Abuse is defined under the province’s Protection of Persons in Care Act as an act or omission causing serious bodily harm.
“We’re very satisfied with how individuals residing at Michener have been cared for and if there is a situation, we feel there are means of communication to discuss and deal with it,” said Bill Lough, president of Society of Parents and Friends of Michener Services, on Friday.
“(Michener) is a safe facility. It does help people with severe disabilities, but in my personal experience through my brother, I’ve seen nothing but care and consideration for the individuals that reside there.”
Lough’s brother was a resident at Michener for over 20 years.

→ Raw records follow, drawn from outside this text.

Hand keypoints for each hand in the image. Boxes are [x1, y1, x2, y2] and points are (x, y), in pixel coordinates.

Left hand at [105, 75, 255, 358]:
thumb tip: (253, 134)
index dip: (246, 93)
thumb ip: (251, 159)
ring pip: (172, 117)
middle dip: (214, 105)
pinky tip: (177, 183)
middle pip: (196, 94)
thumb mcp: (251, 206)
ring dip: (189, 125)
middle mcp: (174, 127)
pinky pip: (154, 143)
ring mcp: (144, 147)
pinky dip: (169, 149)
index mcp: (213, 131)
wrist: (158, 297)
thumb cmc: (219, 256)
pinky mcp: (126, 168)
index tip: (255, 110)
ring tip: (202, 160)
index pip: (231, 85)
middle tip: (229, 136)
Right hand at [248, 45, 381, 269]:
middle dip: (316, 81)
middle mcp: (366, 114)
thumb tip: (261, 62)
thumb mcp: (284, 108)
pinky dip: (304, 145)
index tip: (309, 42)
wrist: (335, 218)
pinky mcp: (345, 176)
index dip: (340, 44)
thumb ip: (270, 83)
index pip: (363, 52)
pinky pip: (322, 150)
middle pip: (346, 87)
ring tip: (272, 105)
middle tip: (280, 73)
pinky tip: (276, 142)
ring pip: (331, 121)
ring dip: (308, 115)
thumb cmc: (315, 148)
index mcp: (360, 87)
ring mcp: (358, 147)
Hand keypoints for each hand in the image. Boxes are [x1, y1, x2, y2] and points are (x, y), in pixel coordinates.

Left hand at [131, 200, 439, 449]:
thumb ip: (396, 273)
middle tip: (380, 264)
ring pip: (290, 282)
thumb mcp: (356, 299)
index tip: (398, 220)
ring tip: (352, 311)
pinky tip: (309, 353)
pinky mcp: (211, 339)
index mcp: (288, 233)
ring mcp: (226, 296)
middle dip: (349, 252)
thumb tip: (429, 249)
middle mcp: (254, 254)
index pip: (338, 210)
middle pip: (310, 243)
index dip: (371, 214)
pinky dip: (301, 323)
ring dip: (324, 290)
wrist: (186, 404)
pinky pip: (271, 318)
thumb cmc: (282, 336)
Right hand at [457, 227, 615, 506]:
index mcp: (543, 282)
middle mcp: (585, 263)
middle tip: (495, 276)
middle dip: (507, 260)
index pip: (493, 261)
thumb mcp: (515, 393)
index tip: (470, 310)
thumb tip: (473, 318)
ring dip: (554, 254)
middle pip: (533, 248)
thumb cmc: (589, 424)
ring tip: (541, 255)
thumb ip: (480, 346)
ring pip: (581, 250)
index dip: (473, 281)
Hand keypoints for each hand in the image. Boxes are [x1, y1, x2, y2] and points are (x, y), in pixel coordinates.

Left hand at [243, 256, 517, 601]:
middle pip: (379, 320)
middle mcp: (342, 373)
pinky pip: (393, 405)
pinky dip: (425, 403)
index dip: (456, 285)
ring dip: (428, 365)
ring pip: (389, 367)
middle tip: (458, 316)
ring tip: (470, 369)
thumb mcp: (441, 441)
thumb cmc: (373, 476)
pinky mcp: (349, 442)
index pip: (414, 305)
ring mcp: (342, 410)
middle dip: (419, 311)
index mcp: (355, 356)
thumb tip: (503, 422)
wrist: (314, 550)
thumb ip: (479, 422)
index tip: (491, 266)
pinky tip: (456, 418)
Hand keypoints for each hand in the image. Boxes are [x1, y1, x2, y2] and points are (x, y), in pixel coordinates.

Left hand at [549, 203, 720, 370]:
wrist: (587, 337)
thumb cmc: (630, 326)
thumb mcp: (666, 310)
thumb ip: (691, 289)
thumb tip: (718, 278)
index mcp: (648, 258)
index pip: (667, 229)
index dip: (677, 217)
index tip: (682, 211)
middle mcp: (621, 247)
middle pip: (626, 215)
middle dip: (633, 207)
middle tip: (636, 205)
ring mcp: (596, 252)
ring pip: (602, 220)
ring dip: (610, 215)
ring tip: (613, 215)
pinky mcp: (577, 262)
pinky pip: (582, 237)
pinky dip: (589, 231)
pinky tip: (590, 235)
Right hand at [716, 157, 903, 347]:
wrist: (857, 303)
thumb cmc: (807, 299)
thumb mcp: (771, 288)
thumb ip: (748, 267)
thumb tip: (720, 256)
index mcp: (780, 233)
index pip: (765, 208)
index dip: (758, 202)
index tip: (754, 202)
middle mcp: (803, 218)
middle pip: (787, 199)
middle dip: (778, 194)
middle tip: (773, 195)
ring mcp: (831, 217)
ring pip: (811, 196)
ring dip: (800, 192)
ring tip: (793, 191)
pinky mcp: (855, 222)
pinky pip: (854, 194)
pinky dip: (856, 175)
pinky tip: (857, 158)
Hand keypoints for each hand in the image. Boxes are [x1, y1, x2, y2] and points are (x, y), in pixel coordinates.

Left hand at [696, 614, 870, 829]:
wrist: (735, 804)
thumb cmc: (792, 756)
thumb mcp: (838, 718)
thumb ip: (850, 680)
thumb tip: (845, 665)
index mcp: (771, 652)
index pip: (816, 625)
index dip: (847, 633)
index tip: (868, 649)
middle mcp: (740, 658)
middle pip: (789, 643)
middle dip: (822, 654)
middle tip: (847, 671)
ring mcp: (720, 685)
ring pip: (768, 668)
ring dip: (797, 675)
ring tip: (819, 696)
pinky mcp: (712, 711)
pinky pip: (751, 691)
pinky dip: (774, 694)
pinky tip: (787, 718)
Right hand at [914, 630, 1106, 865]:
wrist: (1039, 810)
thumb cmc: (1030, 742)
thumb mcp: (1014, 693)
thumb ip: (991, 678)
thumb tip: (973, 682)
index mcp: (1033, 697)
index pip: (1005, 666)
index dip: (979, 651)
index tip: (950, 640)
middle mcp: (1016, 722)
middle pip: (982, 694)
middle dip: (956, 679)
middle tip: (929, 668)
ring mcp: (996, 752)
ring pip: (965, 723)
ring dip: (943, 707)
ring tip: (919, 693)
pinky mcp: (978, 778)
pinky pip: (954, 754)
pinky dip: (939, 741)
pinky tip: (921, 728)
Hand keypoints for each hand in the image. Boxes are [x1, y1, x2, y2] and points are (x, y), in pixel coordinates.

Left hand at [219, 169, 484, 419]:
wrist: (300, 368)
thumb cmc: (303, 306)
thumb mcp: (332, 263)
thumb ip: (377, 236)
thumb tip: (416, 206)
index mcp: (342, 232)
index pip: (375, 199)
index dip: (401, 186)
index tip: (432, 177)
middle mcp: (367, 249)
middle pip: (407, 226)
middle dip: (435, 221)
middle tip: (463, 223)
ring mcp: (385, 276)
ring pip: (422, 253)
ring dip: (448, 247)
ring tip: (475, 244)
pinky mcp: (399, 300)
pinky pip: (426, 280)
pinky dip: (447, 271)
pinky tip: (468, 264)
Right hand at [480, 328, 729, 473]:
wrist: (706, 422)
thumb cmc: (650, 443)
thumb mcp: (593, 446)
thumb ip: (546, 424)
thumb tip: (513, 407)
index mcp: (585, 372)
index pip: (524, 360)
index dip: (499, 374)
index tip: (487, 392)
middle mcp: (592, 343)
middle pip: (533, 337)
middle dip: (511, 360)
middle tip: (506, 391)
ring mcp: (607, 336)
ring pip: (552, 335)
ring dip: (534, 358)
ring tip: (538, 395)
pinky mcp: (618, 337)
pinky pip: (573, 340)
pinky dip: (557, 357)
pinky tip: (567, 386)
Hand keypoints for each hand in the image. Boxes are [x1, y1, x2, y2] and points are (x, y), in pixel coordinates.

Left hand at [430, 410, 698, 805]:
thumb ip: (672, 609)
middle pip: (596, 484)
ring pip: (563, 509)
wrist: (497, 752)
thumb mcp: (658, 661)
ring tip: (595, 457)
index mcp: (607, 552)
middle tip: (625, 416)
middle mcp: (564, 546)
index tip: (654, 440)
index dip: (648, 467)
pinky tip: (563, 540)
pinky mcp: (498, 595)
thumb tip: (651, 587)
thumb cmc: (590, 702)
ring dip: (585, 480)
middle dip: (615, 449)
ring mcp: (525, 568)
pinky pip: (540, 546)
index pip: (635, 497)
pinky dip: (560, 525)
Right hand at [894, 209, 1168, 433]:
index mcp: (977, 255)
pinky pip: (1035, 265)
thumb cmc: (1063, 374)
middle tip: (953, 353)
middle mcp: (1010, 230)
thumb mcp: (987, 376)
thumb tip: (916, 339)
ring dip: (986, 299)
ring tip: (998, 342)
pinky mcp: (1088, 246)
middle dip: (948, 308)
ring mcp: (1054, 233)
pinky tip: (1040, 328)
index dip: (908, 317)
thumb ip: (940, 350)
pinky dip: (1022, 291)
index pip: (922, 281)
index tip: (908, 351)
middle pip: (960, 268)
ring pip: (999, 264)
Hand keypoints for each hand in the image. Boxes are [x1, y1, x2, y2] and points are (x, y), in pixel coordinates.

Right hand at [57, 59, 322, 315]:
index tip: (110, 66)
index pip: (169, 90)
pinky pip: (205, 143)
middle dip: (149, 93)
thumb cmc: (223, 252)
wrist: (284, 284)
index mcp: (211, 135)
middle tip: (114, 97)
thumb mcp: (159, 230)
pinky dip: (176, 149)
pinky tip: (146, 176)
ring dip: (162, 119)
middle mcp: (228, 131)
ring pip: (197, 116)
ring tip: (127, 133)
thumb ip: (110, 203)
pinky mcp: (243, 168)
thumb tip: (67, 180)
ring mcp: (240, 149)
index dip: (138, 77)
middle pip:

He died two years ago at age 57.
Michener Services is a provincially operated residential facility in Red Deer with 230 residents and 700 full- and part-time staff.
Records from Alberta Health obtained by The Canadian Press under access to information legislation revealed 39 incidents of abuse of people with intellectual disabilities for the period between July 1, 2010 and May 1, 2012.
Records include 21 cases of staff abusing people in their care, like shouting and hitting. In two instances, residents later died. Eighteen cases involved residents abusing other residents.
Records describe staff shortages and a need for training.
Michener Centre had eight cases of residents abusing other residents, with several physical attacks, and two cases of staff abusing residents.
Stephen Golub, acting CEO of PDD (Persons with Developmental Disabilities) Central Region Community Board, said it’s important to remember where many of the reports of abuse come from — staff.
“A lot of the staff are very compassionate and work hard to provide support. And we know there are staff who are very diligent in reporting situations where they feel another staff has maybe not acted entirely appropriately,” Golub said.
The PDD board is responsible for services at Michener, funds other agencies, and provides training to staff.
One of the deaths in Alberta involved a person with “profound developmental disabilities” who fell down steps leading to a basement after a door was left unlocked at a Parkland Community Living and Supports facility in Red Deer on Nov. 4, 2010. Richard David Jacknife, 47, died seven days later in hospital.
The investigator concluded two home workers were aware the basement door was to be locked but didn’t check it.
That incident will be the subject of an upcoming public fatality inquiry. A date for the inquiry has not yet be set.
“When that inquiry happens there is usually some recommendations or ideas that come out and we certainly would be reviewing those very carefully to see if there is anything we can do to make improvements,” Golub said.